■ **ABOUT THIS TASK**: Find the string "Fitton" in the data, and copy out each line that has it.

Data items:
=== Section Start ===
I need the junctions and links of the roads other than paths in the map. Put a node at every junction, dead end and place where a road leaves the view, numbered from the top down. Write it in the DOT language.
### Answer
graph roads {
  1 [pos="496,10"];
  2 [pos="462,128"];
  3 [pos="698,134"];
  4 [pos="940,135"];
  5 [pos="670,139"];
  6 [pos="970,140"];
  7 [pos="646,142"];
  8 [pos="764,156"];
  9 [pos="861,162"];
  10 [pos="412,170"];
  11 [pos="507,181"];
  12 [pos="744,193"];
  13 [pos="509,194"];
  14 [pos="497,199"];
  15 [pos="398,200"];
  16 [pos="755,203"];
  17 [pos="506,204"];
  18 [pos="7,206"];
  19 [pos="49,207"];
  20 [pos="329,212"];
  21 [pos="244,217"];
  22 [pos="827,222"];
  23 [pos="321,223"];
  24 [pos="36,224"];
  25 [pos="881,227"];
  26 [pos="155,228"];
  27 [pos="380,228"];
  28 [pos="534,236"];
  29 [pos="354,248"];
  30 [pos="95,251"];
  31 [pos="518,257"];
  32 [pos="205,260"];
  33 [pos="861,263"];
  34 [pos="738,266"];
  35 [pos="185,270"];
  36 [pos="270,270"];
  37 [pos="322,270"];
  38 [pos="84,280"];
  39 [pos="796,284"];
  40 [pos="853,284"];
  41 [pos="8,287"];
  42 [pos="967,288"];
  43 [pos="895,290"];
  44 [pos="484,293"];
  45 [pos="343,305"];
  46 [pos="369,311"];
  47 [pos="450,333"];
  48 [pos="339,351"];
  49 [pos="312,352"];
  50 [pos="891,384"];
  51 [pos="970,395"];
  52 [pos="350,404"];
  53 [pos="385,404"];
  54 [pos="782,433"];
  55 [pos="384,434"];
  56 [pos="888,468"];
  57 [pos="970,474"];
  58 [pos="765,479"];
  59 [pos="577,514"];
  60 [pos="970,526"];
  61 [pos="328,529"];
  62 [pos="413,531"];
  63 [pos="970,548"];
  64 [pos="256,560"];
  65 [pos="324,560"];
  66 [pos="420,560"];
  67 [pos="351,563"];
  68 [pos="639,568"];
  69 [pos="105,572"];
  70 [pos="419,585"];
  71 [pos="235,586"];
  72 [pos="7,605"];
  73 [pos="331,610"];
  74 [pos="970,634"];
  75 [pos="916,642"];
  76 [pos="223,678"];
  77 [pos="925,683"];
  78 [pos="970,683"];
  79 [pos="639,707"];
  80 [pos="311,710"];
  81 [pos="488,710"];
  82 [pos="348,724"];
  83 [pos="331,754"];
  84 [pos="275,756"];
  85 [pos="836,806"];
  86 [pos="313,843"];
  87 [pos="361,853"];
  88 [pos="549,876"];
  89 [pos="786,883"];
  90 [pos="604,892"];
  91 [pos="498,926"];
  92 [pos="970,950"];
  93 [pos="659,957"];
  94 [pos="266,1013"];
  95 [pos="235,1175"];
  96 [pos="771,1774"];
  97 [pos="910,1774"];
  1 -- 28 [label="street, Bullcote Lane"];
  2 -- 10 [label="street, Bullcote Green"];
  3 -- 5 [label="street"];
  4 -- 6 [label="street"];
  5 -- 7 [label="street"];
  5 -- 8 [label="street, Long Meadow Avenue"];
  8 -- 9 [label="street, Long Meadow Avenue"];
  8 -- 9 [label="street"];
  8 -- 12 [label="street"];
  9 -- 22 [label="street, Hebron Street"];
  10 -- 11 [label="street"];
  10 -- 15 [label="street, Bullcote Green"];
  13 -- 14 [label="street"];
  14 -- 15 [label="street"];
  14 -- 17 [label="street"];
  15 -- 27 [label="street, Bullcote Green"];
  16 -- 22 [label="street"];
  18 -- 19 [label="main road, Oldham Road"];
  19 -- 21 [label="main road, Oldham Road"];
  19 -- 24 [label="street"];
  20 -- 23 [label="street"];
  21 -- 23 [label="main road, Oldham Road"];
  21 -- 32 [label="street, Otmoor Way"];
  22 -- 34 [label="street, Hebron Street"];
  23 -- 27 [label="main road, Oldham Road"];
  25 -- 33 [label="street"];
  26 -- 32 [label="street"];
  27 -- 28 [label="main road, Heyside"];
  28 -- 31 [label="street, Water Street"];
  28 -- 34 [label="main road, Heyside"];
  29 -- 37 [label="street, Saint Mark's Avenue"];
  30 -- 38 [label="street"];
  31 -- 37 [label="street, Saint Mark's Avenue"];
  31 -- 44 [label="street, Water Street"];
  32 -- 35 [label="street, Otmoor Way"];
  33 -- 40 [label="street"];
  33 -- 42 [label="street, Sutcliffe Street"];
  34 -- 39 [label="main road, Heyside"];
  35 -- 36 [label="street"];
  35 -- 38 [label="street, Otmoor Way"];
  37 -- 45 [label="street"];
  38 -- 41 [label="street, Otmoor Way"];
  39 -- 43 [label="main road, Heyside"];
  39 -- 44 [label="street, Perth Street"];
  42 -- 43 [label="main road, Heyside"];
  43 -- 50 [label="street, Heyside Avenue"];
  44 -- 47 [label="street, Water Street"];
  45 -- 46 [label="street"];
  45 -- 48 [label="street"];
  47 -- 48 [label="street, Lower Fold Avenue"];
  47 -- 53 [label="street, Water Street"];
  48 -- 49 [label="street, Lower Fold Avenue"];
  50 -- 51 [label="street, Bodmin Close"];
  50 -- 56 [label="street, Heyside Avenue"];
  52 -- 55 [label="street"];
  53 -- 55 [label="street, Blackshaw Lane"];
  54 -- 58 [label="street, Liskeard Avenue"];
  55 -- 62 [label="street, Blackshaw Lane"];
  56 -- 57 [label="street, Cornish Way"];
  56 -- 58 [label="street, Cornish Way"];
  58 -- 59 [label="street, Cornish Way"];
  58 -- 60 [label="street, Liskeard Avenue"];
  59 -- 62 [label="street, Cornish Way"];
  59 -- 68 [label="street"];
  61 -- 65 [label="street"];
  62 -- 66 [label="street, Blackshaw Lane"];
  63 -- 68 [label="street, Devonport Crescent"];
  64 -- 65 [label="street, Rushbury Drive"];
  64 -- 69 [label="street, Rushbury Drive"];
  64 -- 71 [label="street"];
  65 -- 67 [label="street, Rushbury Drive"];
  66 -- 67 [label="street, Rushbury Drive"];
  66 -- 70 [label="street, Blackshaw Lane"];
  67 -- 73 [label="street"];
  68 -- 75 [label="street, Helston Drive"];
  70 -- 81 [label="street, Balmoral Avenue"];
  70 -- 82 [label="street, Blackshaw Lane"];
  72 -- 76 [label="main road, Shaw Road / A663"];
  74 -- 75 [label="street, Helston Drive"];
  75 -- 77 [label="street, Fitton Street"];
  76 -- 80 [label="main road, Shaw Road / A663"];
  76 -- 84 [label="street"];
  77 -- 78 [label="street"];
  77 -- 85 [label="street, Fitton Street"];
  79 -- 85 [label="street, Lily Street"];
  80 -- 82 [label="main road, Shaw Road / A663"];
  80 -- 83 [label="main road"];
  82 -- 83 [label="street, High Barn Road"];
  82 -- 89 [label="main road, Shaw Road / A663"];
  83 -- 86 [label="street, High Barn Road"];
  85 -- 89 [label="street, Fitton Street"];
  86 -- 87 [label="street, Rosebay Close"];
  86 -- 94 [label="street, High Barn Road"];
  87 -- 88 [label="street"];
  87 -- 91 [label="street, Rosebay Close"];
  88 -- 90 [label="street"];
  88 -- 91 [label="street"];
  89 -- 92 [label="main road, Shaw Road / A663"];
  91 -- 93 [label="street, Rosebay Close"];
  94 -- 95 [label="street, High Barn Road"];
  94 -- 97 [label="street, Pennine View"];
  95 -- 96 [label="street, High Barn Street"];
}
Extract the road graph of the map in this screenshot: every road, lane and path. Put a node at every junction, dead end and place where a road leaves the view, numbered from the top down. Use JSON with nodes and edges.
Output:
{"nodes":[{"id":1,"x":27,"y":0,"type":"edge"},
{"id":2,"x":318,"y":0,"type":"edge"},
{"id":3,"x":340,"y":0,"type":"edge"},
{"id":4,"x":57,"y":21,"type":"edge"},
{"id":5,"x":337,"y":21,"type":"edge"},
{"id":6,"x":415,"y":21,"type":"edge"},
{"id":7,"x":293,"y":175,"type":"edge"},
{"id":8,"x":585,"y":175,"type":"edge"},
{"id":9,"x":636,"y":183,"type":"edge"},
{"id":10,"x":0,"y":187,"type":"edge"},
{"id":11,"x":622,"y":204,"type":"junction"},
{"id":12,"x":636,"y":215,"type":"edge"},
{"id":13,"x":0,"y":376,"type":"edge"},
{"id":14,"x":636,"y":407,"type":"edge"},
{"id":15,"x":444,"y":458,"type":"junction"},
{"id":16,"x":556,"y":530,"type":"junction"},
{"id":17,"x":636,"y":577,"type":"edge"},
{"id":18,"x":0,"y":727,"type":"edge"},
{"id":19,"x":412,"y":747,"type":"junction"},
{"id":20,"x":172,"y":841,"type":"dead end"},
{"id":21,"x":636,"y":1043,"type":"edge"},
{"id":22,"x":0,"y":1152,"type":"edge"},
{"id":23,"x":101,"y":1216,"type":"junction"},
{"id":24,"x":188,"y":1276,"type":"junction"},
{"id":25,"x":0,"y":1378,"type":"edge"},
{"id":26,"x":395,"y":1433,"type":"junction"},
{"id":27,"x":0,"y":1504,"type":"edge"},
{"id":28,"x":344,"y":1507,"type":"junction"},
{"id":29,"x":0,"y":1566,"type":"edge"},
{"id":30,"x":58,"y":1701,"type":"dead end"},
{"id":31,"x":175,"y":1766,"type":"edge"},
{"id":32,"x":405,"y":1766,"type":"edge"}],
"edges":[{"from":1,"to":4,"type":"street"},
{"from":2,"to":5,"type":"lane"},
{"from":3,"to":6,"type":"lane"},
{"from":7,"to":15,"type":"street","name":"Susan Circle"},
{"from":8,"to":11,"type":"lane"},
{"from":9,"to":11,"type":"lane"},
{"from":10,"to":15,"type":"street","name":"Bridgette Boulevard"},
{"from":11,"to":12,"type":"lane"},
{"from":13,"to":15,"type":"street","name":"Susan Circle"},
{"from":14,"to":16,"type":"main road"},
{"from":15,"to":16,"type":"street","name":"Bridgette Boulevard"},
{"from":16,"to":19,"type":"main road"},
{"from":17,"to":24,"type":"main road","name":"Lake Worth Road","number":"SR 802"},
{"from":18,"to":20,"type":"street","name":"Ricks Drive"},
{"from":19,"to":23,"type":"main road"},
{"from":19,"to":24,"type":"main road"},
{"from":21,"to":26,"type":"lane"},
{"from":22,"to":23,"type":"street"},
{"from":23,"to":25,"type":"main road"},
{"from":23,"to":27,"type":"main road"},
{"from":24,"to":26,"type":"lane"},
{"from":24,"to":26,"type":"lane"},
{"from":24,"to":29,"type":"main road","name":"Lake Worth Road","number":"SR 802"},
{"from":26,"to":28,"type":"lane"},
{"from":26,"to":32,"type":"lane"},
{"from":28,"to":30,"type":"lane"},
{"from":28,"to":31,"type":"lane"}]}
=== Section End ===
■ **RESPONSE TO THIS TASK**:
  75 -- 77 [label="street, Fitton Street"];
  77 -- 85 [label="street, Fitton Street"];
  85 -- 89 [label="street, Fitton Street"];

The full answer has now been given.